As pessoas pensam que problema grave na Igreja só o moral. Aquele assunto eterno da pedofilia. Mas vemos também como muito séria a questão da transparência com o que diz respeito aos valores materiais, como se aplica a prestação de contas. Isso vale para todos. Não estamos isentos de sermos cobrados dentro desses parâmetros que a sociedade exige. 

A caridade vem perdendo espaço hoje ou a percepção do que é a caridade é que está mal compreendida? 
A caridade é a maior virtude cristã. A caridade não vai perder o lugar de honra e de prioridade na vida da Igreja, na vida cristã e no sentimento religioso. Eu posso até não ter religião e, no entanto, praticar a caridade, ter um gesto de amor e de benevolência para com o irmão. Acho que hoje a Igreja vai aperfeiçoando e não está sozinha. São Muitas igrejas e instituições que insistem na caridade. Houve e há aquele discurso de dizer que não se deve dar o peixe, mas ensinar a pescar, mas o problema é que a partir daí eu posso ficar indiferente. Um ser humano está precisando de uma ajuda, se eu tenho dinheiro, posso ajudar. Agora, devo me preocupar em como fazer para erradicar essa situação. Feliz de quem tiver a sensibilidade de amar o irmão e fazer o mínimo que é possível. 
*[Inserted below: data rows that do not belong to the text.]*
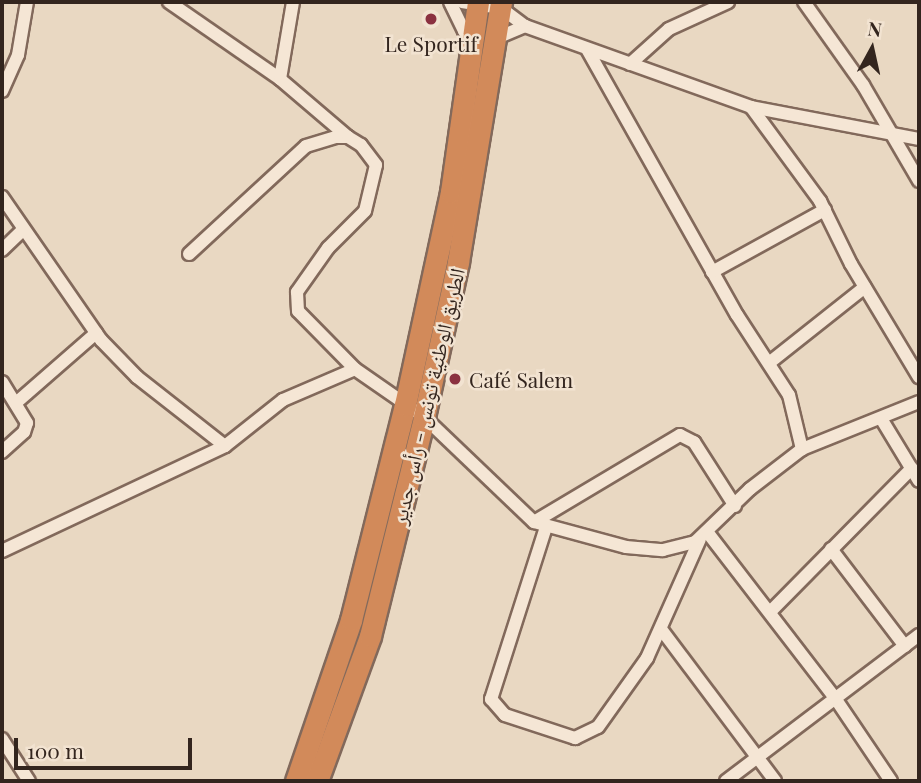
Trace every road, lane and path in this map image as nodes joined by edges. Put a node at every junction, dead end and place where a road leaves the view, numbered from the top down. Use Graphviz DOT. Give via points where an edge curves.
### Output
graph roads {
  1 [pos="27,2"];
  2 [pos="169,2"];
  3 [pos="293,2"];
  4 [pos="450,2"];
  5 [pos="728,2"];
  6 [pos="804,2"];
  7 [pos="473,3"];
  8 [pos="501,5"];
  9 [pos="525,26"];
  10 [pos="473,38"];
  11 [pos="497,40"];
  12 [pos="587,48"];
  13 [pos="630,64"];
  14 [pos="280,79"];
  15 [pos="2,91"];
  16 [pos="751,107"];
  17 [pos="891,135"];
  18 [pos="348,137"];
  19 [pos="919,139"];
  20 [pos="919,181"];
  21 [pos="2,197"];
  22 [pos="825,210"];
  23 [pos="23,230"];
  24 [pos="2,250"];
  25 [pos="189,254"];
  26 [pos="712,272"];
  27 [pos="865,287"];
  28 [pos="96,333"];
  29 [pos="769,363"];
  30 [pos="355,369"];
  31 [pos="919,377"];
  32 [pos="2,382"];
  33 [pos="17,402"];
  34 [pos="919,402"];
  35 [pos="405,405"];
  36 [pos="424,416"];
  37 [pos="883,420"];
  38 [pos="225,446"];
  39 [pos="802,449"];
  40 [pos="2,452"];
  41 [pos="912,468"];
  42 [pos="919,481"];
  43 [pos="735,506"];
  44 [pos="540,524"];
  45 [pos="704,536"];
  46 [pos="831,550"];
  47 [pos="2,551"];
  48 [pos="770,612"];
  49 [pos="661,629"];
  50 [pos="919,635"];
  51 [pos="905,646"];
  52 [pos="835,698"];
  53 [pos="2,739"];
  54 [pos="755,756"];
  55 [pos="300,780"];
  56 [pos="29,781"];
  57 [pos="726,781"];
  58 [pos="775,781"];
  59 [pos="891,781"];
  1 -- 15 [label="street" via="18,55"];
  2 -- 14 [label="street"];
  3 -- 14 [label="street"];
  4 -- 10 [label="street" via="464,31"];
  5 -- 13 [label="street" via="669,29"];
  6 -- 17 [label="street"];
  7 -- 8 [label="street"];
  7 -- 10 [label="highway, الطريق الوطنية تونس - رأس جدير"];
  8 -- 9 [label="street"];
  8 -- 11 [label="highway, الطريق الوطنية تونس - رأس جدير"];
  9 -- 11 [label="street"];
  9 -- 12 [label="street"];
  10 -- 11 [label="street"];
  10 -- 35 [label="highway, الطريق الوطنية تونس - رأس جدير" via="451,192"];
  11 -- 36 [label="highway, الطريق الوطنية تونس - رأس جدير" via="458,262"];
  12 -- 13 [label="street"];
  12 -- 26 [label="street"];
  13 -- 16 [label="street"];
  14 -- 18 [label="street"];
  16 -- 17 [label="street"];
  16 -- 22 [label="street"];
  17 -- 19 [label="street"];
  17 -- 20 [label="street"];
  18 -- 25 [label="street" via="315,142 296,153"];
  18 -- 30 [label="street" via="370,152 376,165 365,211 318,260 294,302"];
  21 -- 23 [label="street"];
  22 -- 26 [label="street"];
  22 -- 27 [label="street"];
  23 -- 24 [label="street"];
  23 -- 28 [label="street"];
  26 -- 29 [label="street"];
  27 -- 29 [label="street"];
  27 -- 31 [label="street"];
  28 -- 33 [label="street"];
  28 -- 38 [label="street" via="137,377"];
  29 -- 39 [label="street" via="789,395"];
  30 -- 35 [label="street"];
  30 -- 38 [label="street" via="283,400"];
  32 -- 33 [label="street"];
  33 -- 40 [label="street" via="27,428"];
  34 -- 37 [label="street"];
  35 -- 36 [label="street"];
  35 -- 55 [label="highway, الطريق الوطنية تونس - رأس جدير" via="351,620"];
  36 -- 44 [label="street"];
  36 -- 55 [label="highway, الطريق الوطنية تونس - رأس جدير" via="370,636"];
  37 -- 39 [label="street"];
  37 -- 41 [label="street"];
  38 -- 47 [label="street"];
  39 -- 43 [label="street"];
  41 -- 42 [label="street"];
  41 -- 46 [label="street"];
  43 -- 44 [label="street" via="694,442 680,435"];
  43 -- 45 [label="street"];
  44 -- 45 [label="street" via="644,550 663,550"];
  44 -- 49 [label="street" via="491,692 497,710 584,737 598,727 630,685"];
  45 -- 48 [label="street"];
  45 -- 49 [label="street"];
  46 -- 48 [label="street"];
  46 -- 51 [label="street"];
  48 -- 52 [label="street"];
  49 -- 54 [label="street"];
  50 -- 51 [label="street"];
  51 -- 52 [label="street"];
  52 -- 54 [label="street"];
  52 -- 59 [label="street"];
  53 -- 56 [label="street"];
  54 -- 57 [label="street"];
  54 -- 58 [label="street"];
}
O que esperar da juventude? 
Espero da juventude algo muito positivo. Cabe a todos nós nos preocuparmos para fazer com que esses jovens tenham condições e oportunidades para se descobrirem um ideal a ser assumido. Para isso é preciso que eles possam participar de determinados processos que lhes dê consciência crítica. Por mais que as pessoas resistam a isto, não vejo outro caminho.

O que a Igreja tem feito para atrair jovens e contribuir para esse processo de inclusão social?
Acho que ela contribui quando abre os seus espaços. Qual a igreja que não conta com o Ministério de Música para animar as suas celebrações? Às vezes até causando uma certa discrepância entre a natureza do sagrado, da celebração, com o tipo de música, de instrumental que se usa. Mas é gratificante perceber que os jovens estão se voltando para a Igreja. Temos também muitos grupos de jovens, atingindo jovens que se encontram em diversos níveis de compreensão da fé. 
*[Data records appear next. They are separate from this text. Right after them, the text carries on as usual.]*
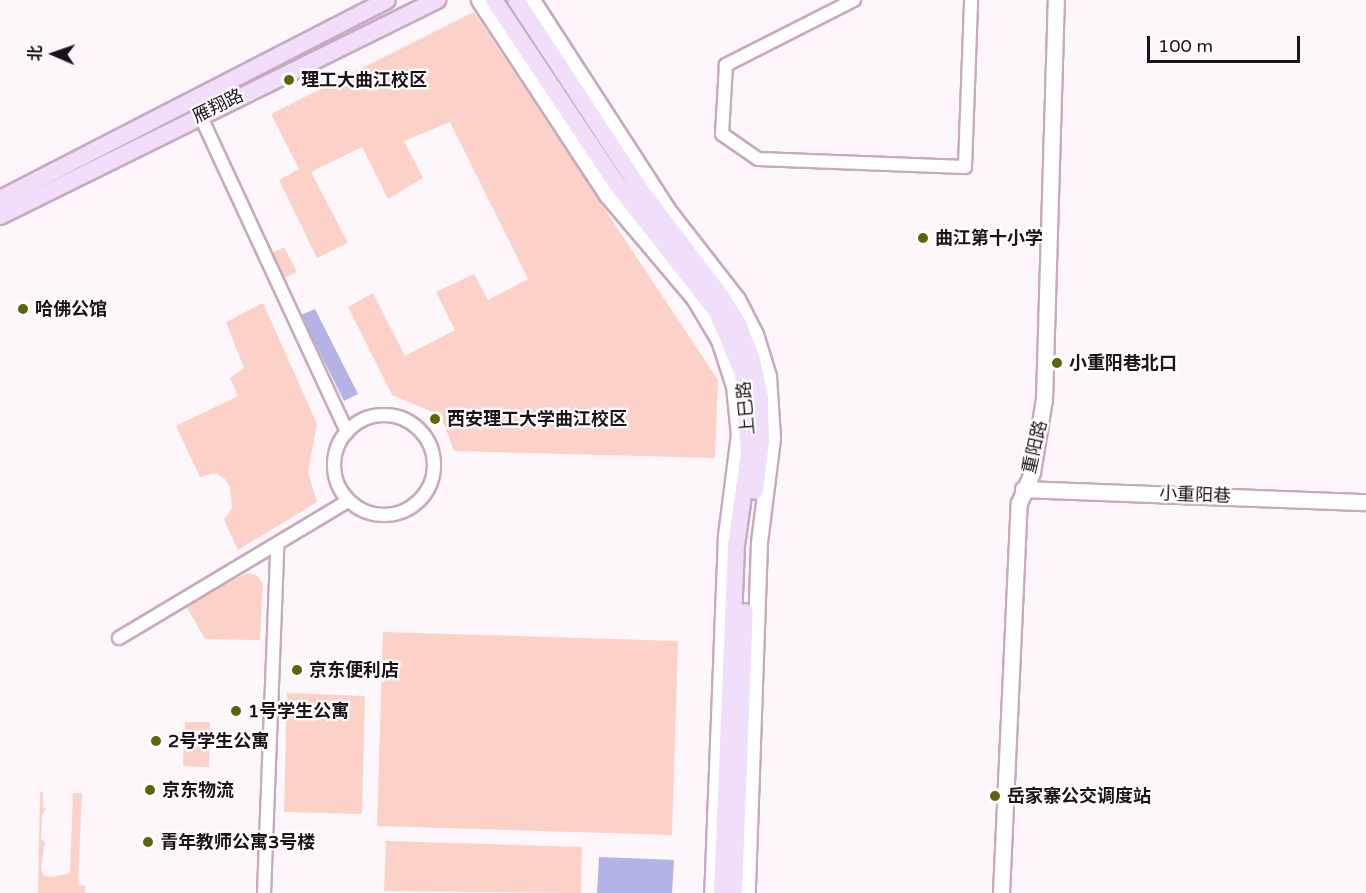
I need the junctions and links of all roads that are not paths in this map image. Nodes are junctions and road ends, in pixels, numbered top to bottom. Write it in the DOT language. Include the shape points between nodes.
graph roads {
  1 [pos="387,0"];
  2 [pos="438,0"];
  3 [pos="479,0"];
  4 [pos="494,0"];
  5 [pos="516,0"];
  6 [pos="532,0"];
  7 [pos="854,0"];
  8 [pos="971,0"];
  9 [pos="1056,0"];
  10 [pos="195,108"];
  11 [pos="0,199"];
  12 [pos="0,216"];
  13 [pos="346,432"];
  14 [pos="1023,489"];
  15 [pos="348,501"];
  16 [pos="1366,502"];
  17 [pos="277,547"];
  18 [pos="119,638"];
  19 [pos="264,893"];
  20 [pos="712,893"];
  21 [pos="722,893"];
  22 [pos="734,893"];
  23 [pos="747,893"];
  24 [pos="1001,893"];
  1 -- 10 [label="main road, 雁翔路"];
  2 -- 10 [label="main road, 雁翔路"];
  3 -- 20 [label="street" via="607,195 694,298 719,340 734,386 739,434 726,535"];
  4 -- 21 [label="main road, 上巳路" via="616,183 713,305 725,324 743,374 749,453 736,545"];
  5 -- 22 [label="main road, 上巳路" via="639,188 725,302 745,342 756,379 761,441 748,538"];
  6 -- 23 [label="street" via="670,213 737,299 755,334 765,366 772,438 759,542"];
  7 -- 8 [label="street" via="726,65 722,134 758,159 965,167"];
  9 -- 14 [label="street, 重阳路" via="1044,399 1034,463"];
  10 -- 11 [label="main road, 雁翔路"];
  10 -- 12 [label="main road, 雁翔路"];
  10 -- 13 [label="street"];
  13 -- 15 [label="street" via="338,444 334,474"];
  13 -- 15 [label="street" via="371,416 399,417 423,432 434,458 430,488 408,511 376,516"];
  14 -- 16 [label="street, 小重阳巷"];
  14 -- 24 [label="street, 重阳路" via="1019,503"];
  15 -- 17 [label="street"];
  17 -- 18 [label="street"];
  17 -- 19 [label="street"];
}
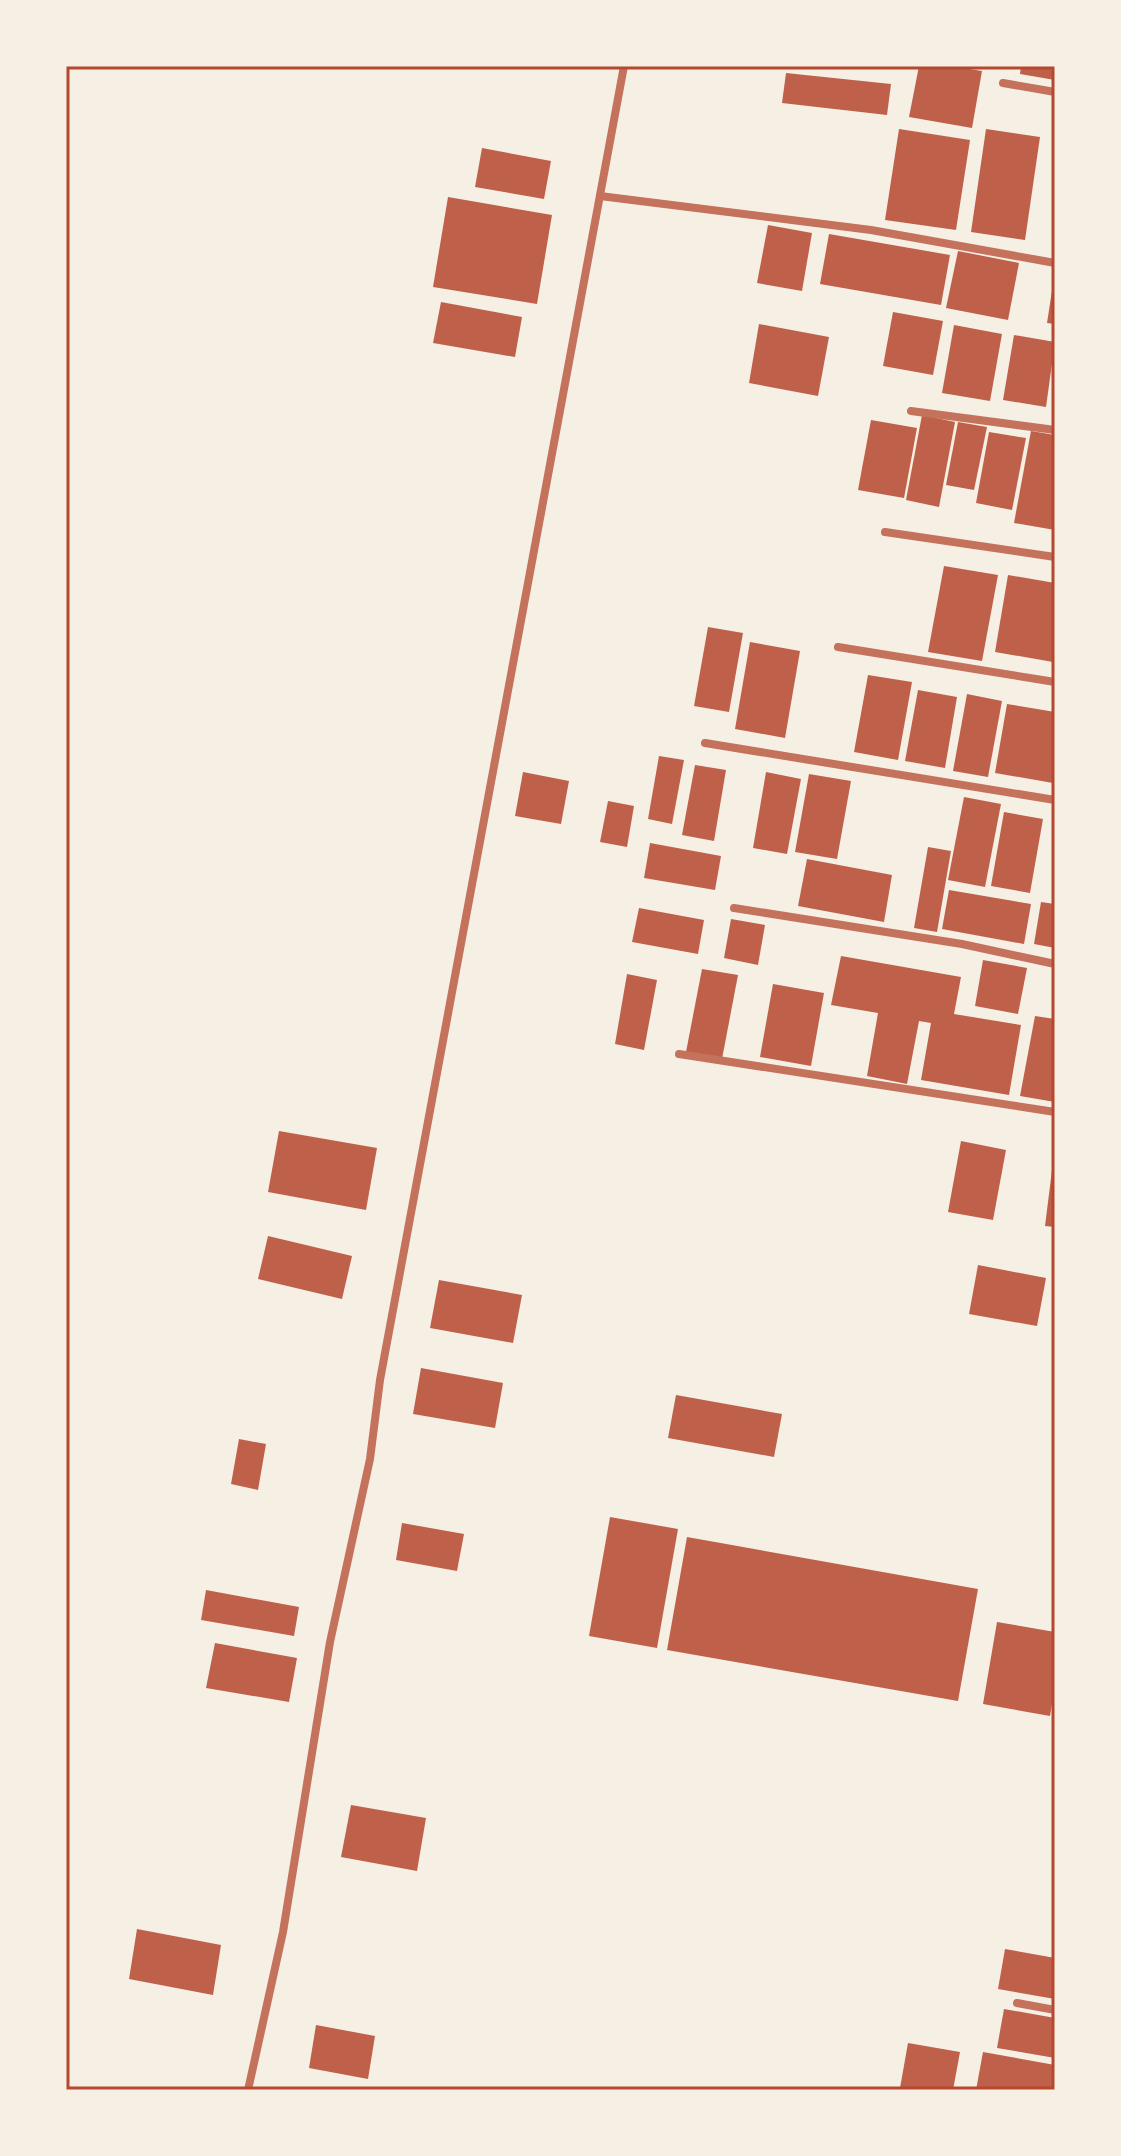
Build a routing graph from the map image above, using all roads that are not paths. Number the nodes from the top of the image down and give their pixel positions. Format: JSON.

E as reflexões do Papa Francisco devem demorar a transformar-se em mudanças de atitudes?
Acredito que demorará bastante. Há uma resistência muito grande ao modo de ser do papa por parte da Igreja, que pode até ser natural. Agora, em tudo aquilo que o papa está falando ele está falando do evangelho. E por isso devemos nos esforçar para segui-lo. O papa tem sido muito duro com todas essas questões para com a vida da Igreja. Qualquer um dos seus colaboradores que não comunga com o seu modo de ser ele dispensa. Alguns grupos podem achar que o papa é muito avançado, que está indo muito longe, que teria que ser mais moderado. Acham que as mudanças ou a postura está sendo muito rápida. Às vezes nem se fala, não se diz. Do silêncio diante de tudo aquilo que o papa está proclamando. Aconteceu também com o papa João XXIII. A mudança gera resistência.